|All Oracle Tutorials||
Oracle Database 11g New Features SQL Plan Management Baselining
|Oracle Consultants Available|
Learn Oracle 11g New Features, free.
SQL Plan Management / Baselining
Presented by John Watson, Oracle Certified Master
Moderated by Dave Anderson
What I want to talk about now is SQL Plan Management. [also known as baselining]
Now, I hope you were all with us a couple of weeks ago in our first session, because in our first session, Dave [Anderson] and I presented to you fantastic features, the general thrust of which is - if you let us upgrade your database - we would enable, we would configure a couple of features; specifically, the result cache and some optimizing enhancements to parallel practicing. We will enable those features and like magic, your database will run fantastically compared to the way it ran before.

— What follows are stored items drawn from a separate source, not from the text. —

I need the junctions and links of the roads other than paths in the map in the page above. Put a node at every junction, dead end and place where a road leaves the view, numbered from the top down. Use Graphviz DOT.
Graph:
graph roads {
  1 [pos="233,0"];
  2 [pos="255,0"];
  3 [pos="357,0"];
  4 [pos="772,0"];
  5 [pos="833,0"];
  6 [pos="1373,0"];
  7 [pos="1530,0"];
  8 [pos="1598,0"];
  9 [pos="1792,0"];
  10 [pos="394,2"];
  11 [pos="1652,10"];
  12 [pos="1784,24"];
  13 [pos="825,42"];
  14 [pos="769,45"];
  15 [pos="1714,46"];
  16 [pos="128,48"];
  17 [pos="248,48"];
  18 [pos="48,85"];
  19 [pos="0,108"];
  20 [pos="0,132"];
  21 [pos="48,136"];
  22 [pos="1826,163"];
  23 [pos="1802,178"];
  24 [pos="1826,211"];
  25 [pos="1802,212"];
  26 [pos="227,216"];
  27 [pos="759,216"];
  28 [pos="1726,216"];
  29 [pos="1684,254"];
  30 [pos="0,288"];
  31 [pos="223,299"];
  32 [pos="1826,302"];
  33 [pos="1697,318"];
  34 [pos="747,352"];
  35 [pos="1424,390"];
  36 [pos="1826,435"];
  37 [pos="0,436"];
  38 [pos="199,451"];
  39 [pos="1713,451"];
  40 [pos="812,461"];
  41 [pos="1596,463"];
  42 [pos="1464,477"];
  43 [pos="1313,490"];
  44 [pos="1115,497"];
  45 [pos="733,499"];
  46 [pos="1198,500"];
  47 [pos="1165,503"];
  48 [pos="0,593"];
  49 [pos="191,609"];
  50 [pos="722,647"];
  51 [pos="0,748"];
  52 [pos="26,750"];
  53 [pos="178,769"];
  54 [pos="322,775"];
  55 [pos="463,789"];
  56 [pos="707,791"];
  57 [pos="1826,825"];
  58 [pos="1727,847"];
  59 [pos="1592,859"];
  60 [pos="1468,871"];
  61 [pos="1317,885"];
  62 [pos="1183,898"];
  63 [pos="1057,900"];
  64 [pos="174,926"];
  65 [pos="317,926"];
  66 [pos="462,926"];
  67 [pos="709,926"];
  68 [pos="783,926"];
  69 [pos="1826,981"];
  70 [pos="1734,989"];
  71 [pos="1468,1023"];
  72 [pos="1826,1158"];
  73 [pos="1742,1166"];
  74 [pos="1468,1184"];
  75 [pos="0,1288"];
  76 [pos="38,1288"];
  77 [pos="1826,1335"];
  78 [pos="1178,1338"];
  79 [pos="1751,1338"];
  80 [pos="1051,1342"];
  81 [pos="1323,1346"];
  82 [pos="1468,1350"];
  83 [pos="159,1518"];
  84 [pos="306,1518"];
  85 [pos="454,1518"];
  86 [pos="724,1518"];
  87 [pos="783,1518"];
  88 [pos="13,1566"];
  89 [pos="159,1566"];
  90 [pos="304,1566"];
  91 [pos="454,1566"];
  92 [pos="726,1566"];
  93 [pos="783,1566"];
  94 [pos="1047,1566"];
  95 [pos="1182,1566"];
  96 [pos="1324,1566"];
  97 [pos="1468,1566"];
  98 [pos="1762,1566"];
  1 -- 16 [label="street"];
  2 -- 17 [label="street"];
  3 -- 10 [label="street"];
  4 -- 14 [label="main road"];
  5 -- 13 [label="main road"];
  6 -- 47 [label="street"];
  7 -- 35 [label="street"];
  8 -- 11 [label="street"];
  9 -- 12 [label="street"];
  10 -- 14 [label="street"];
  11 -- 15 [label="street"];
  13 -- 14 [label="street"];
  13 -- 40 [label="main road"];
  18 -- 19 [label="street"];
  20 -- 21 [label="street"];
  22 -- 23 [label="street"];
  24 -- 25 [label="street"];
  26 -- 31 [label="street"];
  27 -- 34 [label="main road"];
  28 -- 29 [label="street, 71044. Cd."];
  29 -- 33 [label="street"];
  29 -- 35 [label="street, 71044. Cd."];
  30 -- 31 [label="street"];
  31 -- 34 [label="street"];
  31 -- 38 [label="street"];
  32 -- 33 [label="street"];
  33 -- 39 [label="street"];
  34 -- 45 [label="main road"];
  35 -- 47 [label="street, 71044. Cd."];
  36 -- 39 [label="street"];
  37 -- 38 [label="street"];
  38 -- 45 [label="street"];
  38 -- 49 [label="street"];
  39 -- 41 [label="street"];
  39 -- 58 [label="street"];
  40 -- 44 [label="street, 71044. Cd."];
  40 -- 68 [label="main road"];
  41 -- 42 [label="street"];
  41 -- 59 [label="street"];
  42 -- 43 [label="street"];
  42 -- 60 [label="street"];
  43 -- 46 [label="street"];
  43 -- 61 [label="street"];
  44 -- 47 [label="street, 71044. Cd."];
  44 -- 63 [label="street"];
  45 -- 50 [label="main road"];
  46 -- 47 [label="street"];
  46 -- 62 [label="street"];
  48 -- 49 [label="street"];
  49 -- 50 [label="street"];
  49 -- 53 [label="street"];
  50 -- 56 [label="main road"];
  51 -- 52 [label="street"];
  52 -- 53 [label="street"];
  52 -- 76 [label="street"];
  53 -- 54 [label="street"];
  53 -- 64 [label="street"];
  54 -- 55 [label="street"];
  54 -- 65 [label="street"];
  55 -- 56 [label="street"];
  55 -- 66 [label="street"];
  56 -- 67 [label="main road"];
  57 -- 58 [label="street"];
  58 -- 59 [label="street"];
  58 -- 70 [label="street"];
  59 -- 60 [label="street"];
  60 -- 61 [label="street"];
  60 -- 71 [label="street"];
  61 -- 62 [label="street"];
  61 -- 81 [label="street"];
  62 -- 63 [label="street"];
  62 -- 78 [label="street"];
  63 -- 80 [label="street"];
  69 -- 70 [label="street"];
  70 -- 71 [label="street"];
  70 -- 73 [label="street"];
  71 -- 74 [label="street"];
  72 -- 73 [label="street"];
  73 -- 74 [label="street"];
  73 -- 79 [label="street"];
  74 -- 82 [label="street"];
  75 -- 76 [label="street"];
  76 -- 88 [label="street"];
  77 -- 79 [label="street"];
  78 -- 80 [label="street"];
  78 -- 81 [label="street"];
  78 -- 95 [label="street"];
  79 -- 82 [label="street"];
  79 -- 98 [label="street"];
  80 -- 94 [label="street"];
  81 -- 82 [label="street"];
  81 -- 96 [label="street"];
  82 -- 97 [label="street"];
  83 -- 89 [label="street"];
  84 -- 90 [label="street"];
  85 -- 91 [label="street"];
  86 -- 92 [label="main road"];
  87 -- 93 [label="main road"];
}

Now, the question that I was expecting to get from one of you but didn't was someone saying something along the lines of "Hey, guys, the last time I upgraded my database, it was awfully disastrous. How can you guarantee it ain't going to be disastrous again?"
Well, I took a gamble. None of you asked me that, so I get to ask the question myself. So how can we guarantee that after upgrade things actually will get better or, more importantly, won't get worse? Because this is a major problem with the Oracle environment and always has been? How do you ensure stability? That's where SQL Plan Management really comes into its own.

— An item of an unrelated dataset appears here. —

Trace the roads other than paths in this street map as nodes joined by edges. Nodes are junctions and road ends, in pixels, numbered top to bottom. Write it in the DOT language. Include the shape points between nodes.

The issues of change control, Oracle databases have always been plagued with problems of wildly erratic performance and that works in any sense, that people are absolutely terrified to making any changes whatsoever.
Now, SQL Plan Management is meant to be the tool that will never - [actually] - it's not meant to be - it is the tool that means that [statement regression] will never be a problem again. It will solve the major issues of change control. We can give you an absolute guarantee, if you configure this as part of your upgrade, that SQL statement execution will never regress.

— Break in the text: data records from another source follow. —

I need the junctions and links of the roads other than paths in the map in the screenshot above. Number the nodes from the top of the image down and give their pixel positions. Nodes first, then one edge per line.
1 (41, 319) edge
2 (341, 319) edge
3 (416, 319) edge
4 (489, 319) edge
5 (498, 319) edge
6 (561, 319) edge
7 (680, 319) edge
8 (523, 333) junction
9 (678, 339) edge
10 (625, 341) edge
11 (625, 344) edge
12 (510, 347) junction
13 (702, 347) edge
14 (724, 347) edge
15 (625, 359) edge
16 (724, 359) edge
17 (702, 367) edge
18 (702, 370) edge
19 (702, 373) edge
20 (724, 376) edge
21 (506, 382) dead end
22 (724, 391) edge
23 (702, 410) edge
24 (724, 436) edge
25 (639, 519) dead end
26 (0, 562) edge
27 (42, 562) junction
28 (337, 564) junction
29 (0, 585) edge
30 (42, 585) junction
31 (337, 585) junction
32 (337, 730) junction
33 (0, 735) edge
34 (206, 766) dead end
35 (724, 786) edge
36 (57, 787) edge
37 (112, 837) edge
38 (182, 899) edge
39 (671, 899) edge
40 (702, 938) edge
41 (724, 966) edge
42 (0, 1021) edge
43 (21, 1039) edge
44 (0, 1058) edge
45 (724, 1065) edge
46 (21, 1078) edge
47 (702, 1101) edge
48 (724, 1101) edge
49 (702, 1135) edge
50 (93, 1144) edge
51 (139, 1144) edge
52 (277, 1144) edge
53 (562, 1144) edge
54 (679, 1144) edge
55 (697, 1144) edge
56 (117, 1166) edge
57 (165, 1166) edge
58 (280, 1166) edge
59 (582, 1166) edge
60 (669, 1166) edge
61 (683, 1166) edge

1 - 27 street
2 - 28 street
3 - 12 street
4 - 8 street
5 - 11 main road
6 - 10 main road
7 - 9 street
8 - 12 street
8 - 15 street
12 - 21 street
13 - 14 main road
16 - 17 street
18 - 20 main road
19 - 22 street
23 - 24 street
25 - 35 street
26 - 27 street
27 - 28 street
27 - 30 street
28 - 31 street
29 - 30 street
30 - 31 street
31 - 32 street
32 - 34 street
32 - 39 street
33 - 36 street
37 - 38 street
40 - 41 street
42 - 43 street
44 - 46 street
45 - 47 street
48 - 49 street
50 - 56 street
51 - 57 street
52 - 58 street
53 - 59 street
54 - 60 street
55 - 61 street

What sorts of problems, what sort of issues, can cause SQL statement plans to regress, performance to degrade?
New statistics: Well, after we upgrade your database, you're going to be getting new statistics every day and they're calculated in a very different way and calibrated in ways unlike they were previously. The usage of new statistics should be a good thing. They should be able to optimize their best possible chance of developing a good execution and plan. Sometimes they are disastrous.
Schema changes: Things like new indexes, materialized views, again should be good, can be bad. Parameter changes, all the tuning you do. You fiddle around with parameters to improve performance. It can be good, can be bad. Upgrade, of course, is the most obvious issue, even platform operation. Any of these changes are meant to be for the better, but they can be seriously bad.
I was just looking at one as an example. I have to be very careful with showing you examples, by the way, because of reference sites, reference and industry sites. I can't show you anything from our current customers. So this is the best example I have of new statistics causing a most extraordinary change in performance.
This is a Statspack report. This is going back a while. It's a fairly old Statspack report from an E-Business Suite database. Some of you - well, some of you may even recognize this query. Basically, you could look at E-Business suite. This query here selects vendor name, item description, vendor products and so on and so forth.
At the time I generated this report, we had 19 executions of past statements and the total executions line 1,015 seconds. So that's about , what, 12 seconds per execution, just on the edge of being acceptable because it's a pretty horrible statement, but you're getting an answer in 12 seconds.
I got a phone call one morning basically saying, "Our whole database is completely broken.- Why? Because this statement went from 12 seconds to three hours, and here is the proof of it in this collected stats..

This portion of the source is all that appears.